Name: boT120536 Date: 01/22/2001
19 Dec 2000, eval1127@eng -- see:
http://search.java.sun.com/query.html?qt=%2Bcollator++%2Bcompare+%2B%22in+progress%22&col=obug&qp=&qs=&qc=&pw=100%25&ws=0&qm=0&st=1&nh=10&lk=1&rf=0&rq=0
----------------
java version "1.3.0"
Java(TM) 2 Runtime Environment, Standard Edition (build 1.3.0-C)
Java HotSpot(TM) Client VM (build 1.3.0-C, mixed mode)
The compare() method in java.text.Collator with the French locale and TERTIARY
strength returns the wrong answer for certain pairs strings. Using
Collator.getCollationKey() and comparing the resulting CollationKeys using
CollationKey.compareTo() will get the correct answer.
Source code to reproduce the problem for a certain set of strings is included
below. Basically, the program runs through a number of pairs of strings and
checks that Collator.compare() and Collator.getCollationKey().compareTo()

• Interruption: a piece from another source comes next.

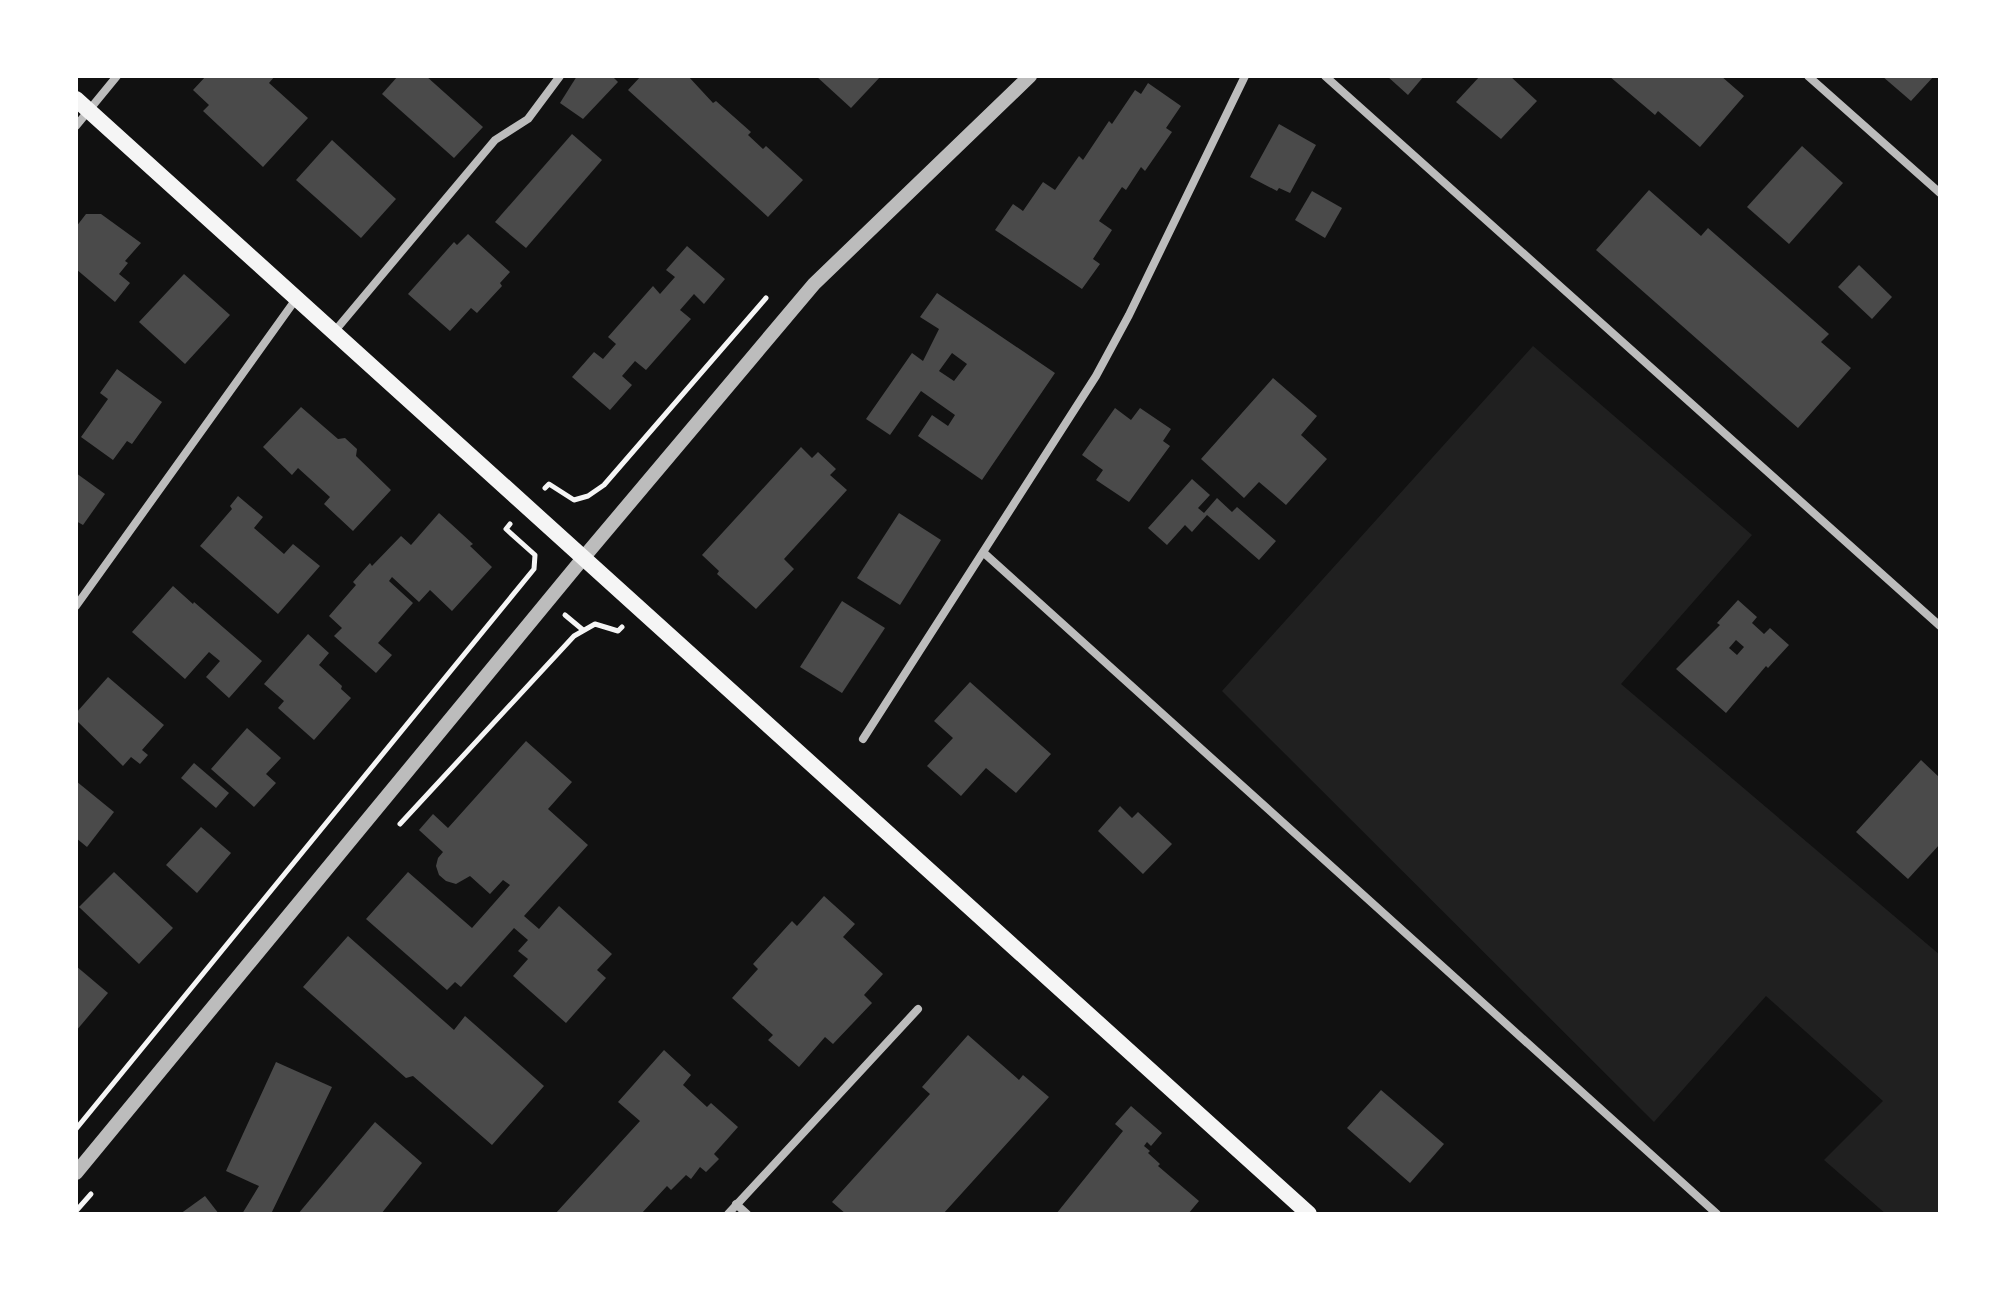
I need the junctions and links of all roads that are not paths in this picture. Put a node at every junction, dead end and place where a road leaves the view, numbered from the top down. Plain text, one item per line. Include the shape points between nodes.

return values with the same sign.
Here are the first few mismatches it finds. The strings are all variations
of "aa" where the 'a' characters have various accents & decorations and are
upper and lower case.
[] java TestCollator
Testing French, TERTIARY
Mismatch! "\u0061\u00e1" < "\u00e1\u0041" w/compare(), > w/collation keys
Mismatch! "\u0061\u00c1" < "\u00e1\u0061" w/compare(), > w/collation keys
Mismatch! "\u0061\u00e0" < "\u00e1\u00c1" w/compare(), > w/collation keys
Mismatch! "\u0061\u00c0" < "\u00e1\u00e1" w/compare(), > w/collation keys
Mismatch! "\u0061\u0103" < "\u00e1\u00c0" w/compare(), > w/collation keys
Mismatch! "\u0061\u0102" < "\u00e1\u00e0" w/compare(), > w/collation keys
Mismatch! "\u0061\u1eaf" < "\u00e1\u0102" w/compare(), > w/collation keys
Mismatch! "\u0061\u1eae" < "\u00e1\u0103" w/compare(), > w/collation keys
Mismatch! "\u0061\u1eb1" < "\u00e1\u1eae" w/compare(), > w/collation keys
Mismatch! "\u0061\u1eb0" < "\u00e1\u1eaf" w/compare(), > w/collation keys
Mismatch! "\u0061\u1eb5" < "\u00e1\u1eb0" w/compare(), > w/collation keys
Mismatch! "\u0061\u1eb4" < "\u00e1\u1eb1" w/compare(), > w/collation keys
Mismatch! "\u0061\u1eb7" < "\u00e1\u1eb4" w/compare(), > w/collation keys
import java.text.*;
import java.util.*;
public class TestCollator {
public static String[] g_chars = new String[] {
// these are variations of the letter A (w/various accents, upper & lower case)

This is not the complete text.